Exercise details: Would you find each line in the entries below with the string "street" and copy it?

Excerpted records:
=======
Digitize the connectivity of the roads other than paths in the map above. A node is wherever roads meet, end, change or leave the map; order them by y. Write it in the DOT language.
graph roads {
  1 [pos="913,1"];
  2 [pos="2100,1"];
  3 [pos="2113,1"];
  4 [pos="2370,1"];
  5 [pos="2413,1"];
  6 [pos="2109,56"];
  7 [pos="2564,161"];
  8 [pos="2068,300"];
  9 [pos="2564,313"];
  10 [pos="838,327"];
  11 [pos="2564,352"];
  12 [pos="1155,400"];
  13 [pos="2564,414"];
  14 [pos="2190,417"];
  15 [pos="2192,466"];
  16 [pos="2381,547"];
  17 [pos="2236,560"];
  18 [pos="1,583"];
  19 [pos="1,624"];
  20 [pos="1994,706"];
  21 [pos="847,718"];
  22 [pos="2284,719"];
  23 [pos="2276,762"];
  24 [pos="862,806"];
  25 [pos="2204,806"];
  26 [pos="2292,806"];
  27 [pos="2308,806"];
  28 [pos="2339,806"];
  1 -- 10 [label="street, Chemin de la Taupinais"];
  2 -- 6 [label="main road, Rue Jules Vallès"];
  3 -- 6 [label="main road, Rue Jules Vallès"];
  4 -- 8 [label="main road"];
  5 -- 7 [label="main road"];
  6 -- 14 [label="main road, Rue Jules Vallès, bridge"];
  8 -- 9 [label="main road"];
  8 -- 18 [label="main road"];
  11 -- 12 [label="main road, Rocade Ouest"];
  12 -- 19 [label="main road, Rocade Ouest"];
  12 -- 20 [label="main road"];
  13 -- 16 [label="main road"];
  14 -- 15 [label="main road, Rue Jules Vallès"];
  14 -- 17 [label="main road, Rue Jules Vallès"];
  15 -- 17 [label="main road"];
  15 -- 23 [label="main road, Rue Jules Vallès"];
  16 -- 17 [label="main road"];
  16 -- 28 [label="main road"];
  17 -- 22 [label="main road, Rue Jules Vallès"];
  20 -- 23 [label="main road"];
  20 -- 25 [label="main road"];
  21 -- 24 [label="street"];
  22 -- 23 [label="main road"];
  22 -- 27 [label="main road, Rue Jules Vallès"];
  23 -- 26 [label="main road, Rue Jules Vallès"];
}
=======
Exercise result:
  1 -- 10 [label="street, Chemin de la Taupinais"];
  21 -- 24 [label="street"];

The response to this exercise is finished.